By the way: Aiyuk ran 17 posts with astronomical efficiency and actually led college football in yards per post-run if we’re willing to accept that small sample.
Let’s start with down the field. Much has been made about the 49ers’ lack of downfield passing in 2019. San Francisco finished 31st in downfield passing rate last season. Having a true vertical threat could change that. Good news: Aiyuk is a downfield threat—a legitimate one at that. Here is how Aiyuk will get open: He’ll sneak up on you with his initial burst off the line of scrimmage, and before you know it, he’s broken your cushion. From there, it’s a foot race, and that usually doesn’t end up well for defenders. Aiyuk will need to improve his physicality down the field, but coaching and experience will come into play. I could see the 49ers offense hitting big on a few play-action posts to Aiyuk next year.

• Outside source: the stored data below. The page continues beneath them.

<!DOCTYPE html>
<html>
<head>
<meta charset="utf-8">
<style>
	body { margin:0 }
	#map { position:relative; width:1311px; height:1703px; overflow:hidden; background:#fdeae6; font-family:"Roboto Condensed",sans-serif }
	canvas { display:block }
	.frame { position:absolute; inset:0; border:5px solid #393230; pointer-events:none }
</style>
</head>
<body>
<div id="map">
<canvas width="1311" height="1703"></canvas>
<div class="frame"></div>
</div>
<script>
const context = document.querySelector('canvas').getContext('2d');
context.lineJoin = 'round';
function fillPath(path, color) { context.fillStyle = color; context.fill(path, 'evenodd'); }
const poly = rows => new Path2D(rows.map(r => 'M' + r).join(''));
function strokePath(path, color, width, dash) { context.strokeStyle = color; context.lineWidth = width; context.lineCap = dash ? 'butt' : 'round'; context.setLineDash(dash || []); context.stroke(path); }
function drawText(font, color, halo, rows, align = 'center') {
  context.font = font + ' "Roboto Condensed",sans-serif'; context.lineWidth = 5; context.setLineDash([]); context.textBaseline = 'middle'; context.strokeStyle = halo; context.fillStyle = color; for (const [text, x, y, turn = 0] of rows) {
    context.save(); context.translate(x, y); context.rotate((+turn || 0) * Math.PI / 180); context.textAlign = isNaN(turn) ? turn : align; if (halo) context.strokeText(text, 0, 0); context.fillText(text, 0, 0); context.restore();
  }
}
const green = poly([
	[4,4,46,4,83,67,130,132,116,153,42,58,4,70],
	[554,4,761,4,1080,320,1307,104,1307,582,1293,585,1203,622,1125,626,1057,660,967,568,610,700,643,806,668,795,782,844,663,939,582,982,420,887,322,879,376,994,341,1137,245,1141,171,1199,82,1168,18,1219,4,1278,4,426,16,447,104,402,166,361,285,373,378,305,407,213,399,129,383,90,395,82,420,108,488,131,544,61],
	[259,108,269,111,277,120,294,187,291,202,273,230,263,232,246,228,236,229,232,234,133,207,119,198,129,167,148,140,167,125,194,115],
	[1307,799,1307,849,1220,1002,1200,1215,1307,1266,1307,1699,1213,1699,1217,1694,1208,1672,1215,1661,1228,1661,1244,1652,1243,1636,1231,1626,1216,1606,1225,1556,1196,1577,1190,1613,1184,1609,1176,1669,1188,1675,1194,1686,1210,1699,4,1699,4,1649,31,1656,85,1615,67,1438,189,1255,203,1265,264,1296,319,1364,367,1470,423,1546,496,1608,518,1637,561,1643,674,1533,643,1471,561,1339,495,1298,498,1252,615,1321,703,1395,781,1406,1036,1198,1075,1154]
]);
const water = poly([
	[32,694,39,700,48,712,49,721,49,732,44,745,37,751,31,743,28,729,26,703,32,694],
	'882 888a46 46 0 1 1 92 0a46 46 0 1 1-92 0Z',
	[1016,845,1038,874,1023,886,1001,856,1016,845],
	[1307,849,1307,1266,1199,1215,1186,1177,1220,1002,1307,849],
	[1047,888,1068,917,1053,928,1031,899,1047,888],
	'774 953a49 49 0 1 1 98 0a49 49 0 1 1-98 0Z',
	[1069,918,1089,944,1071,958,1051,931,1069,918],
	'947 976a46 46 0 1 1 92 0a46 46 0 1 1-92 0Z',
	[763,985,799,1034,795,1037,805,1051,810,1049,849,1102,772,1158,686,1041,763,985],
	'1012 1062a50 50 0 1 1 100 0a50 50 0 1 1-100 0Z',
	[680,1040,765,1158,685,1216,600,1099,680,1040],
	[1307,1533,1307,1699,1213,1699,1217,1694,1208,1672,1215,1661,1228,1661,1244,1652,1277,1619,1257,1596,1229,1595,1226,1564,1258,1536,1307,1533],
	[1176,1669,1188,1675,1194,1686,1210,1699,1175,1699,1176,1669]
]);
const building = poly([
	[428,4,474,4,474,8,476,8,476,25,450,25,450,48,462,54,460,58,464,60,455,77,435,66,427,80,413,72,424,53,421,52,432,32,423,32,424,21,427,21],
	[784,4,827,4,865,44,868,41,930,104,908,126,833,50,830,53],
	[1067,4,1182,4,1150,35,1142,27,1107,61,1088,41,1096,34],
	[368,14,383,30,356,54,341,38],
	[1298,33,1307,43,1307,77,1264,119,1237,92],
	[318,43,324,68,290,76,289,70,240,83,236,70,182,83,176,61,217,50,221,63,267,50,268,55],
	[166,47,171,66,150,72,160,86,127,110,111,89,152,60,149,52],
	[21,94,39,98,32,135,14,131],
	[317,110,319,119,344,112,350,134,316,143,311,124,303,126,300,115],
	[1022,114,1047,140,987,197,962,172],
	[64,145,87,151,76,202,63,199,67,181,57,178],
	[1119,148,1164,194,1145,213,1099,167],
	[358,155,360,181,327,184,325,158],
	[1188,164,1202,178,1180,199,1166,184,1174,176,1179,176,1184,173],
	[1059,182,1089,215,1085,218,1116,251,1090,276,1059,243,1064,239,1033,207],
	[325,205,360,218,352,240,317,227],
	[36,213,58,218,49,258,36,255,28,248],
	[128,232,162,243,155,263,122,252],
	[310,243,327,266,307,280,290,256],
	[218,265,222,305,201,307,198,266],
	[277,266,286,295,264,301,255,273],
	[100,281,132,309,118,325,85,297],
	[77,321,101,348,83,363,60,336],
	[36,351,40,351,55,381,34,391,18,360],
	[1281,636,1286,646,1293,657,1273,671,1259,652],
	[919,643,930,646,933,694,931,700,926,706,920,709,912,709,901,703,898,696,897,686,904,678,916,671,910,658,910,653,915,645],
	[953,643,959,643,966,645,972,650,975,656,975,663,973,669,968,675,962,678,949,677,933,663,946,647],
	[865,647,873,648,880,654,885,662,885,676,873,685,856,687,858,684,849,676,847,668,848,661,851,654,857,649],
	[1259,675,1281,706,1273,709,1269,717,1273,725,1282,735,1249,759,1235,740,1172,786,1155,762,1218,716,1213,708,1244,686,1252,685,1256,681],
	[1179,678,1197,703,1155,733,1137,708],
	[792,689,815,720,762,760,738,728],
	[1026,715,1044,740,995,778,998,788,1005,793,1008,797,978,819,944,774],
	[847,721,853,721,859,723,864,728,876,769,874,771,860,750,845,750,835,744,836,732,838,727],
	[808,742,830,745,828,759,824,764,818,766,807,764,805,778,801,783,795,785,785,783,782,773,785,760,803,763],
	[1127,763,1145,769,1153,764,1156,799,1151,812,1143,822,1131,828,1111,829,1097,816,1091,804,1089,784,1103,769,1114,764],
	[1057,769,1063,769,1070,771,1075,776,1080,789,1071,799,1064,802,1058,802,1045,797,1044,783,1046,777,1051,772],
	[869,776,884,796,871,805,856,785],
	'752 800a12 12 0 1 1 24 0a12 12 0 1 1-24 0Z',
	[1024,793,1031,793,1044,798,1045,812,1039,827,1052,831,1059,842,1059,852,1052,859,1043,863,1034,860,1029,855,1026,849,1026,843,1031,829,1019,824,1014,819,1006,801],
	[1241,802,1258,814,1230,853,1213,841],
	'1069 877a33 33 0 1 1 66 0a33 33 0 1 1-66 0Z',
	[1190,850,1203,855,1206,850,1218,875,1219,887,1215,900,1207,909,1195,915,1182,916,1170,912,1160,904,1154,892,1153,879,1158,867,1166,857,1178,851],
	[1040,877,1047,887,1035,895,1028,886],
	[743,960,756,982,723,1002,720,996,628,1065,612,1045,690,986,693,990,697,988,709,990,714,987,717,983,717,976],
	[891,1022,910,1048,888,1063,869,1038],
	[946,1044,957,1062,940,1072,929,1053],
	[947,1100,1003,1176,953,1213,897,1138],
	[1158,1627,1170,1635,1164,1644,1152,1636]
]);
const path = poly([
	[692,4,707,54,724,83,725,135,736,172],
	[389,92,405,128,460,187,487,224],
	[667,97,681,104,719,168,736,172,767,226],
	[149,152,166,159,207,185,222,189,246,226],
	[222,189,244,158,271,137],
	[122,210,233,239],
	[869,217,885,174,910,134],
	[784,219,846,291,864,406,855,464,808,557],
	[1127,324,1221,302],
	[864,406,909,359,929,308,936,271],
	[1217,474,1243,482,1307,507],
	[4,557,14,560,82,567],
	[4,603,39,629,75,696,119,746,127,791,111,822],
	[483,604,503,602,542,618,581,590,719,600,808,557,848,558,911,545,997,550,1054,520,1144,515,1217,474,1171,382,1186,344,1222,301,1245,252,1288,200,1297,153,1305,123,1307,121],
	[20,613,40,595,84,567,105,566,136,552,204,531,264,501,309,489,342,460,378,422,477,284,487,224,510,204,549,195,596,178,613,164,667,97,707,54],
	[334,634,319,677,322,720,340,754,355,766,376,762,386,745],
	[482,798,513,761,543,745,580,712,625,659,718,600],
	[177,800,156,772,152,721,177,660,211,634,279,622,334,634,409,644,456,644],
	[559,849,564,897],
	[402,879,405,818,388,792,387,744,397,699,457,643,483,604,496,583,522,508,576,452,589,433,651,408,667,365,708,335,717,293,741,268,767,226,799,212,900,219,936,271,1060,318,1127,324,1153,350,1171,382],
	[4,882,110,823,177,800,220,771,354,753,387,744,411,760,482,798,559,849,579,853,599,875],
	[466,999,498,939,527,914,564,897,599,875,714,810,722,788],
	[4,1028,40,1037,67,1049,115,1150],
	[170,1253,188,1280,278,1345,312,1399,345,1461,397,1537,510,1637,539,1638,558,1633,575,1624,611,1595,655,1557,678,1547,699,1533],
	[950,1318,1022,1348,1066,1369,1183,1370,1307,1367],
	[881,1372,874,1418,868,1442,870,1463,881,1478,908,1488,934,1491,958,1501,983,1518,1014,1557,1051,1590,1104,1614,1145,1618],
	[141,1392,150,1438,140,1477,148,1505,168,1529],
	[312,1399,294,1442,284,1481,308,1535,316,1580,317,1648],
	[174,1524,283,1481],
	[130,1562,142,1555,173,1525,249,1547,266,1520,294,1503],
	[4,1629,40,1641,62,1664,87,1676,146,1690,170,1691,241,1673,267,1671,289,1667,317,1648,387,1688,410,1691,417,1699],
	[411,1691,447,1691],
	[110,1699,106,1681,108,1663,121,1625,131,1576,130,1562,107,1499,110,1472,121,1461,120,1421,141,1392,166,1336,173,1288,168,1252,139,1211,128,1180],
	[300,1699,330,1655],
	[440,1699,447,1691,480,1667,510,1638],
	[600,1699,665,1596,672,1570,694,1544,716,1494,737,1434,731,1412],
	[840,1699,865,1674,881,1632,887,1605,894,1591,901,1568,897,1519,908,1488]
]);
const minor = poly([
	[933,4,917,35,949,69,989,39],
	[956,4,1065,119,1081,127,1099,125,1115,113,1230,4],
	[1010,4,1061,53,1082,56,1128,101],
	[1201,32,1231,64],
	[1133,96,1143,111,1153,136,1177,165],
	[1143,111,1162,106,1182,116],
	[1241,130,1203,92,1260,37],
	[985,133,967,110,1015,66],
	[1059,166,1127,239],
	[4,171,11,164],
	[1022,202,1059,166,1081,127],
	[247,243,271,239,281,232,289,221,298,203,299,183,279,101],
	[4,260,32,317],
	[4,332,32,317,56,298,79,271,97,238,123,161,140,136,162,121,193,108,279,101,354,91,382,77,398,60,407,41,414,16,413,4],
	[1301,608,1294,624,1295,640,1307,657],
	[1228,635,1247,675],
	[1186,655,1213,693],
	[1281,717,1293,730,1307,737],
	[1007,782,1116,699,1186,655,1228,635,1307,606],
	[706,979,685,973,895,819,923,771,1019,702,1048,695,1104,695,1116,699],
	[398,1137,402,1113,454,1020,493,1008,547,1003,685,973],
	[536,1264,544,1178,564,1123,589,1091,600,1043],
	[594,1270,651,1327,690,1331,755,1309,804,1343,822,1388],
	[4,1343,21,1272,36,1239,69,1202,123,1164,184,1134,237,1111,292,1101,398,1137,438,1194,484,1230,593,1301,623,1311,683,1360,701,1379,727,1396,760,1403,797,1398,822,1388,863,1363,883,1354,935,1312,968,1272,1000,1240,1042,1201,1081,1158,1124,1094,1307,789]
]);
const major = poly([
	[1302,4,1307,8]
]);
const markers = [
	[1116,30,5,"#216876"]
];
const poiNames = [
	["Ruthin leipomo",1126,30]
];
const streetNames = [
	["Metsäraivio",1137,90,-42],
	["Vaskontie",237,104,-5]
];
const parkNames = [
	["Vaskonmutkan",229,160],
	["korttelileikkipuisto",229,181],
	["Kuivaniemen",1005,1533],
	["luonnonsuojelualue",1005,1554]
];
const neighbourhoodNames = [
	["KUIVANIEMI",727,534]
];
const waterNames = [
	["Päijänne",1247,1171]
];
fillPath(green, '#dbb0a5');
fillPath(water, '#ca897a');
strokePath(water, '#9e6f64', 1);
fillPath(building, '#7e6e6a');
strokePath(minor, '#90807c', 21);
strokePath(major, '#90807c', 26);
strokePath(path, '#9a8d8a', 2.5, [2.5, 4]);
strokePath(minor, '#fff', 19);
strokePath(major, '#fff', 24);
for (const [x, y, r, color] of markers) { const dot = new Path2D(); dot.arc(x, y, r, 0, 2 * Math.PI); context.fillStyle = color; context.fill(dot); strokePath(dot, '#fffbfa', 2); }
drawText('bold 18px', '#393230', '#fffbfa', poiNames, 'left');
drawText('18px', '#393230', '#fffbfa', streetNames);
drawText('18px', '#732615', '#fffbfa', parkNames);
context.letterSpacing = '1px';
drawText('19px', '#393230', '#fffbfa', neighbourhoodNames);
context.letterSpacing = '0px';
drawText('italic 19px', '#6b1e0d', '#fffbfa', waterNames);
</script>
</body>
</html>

The reason Aiyuk will be a vertical threat next year is that cornerbacks won’t be able to play loose coverage. San Francisco will have plenty of “free yards” if defenses don’t play tight coverage. Time and time in college Arizona State would throw either a “now” screen, and Aiyuk 1-on-1 with space is bad news for cornerbacks. Even when ASU would set up a screen, Aiyuk would find a way to break a tackle and, at worst, turn it into a positive play for the offense.
I’ve seen plenty of pushback for trading up for Aiyuk, and a lot of it revolves around a fourth-round pick. Not often does Aiyuk’s fit come up. Again, for what Kyle wants to do on offense, there wasn’t a better wideout available in the 20s. Aiyuk supposedly wowed during the Nashville workouts. I’m excited to see him, and I’m hoping Shanahan “throws him into the fire,” and we don’t have to wait until midseason to see Aiyuk get ample opportunities.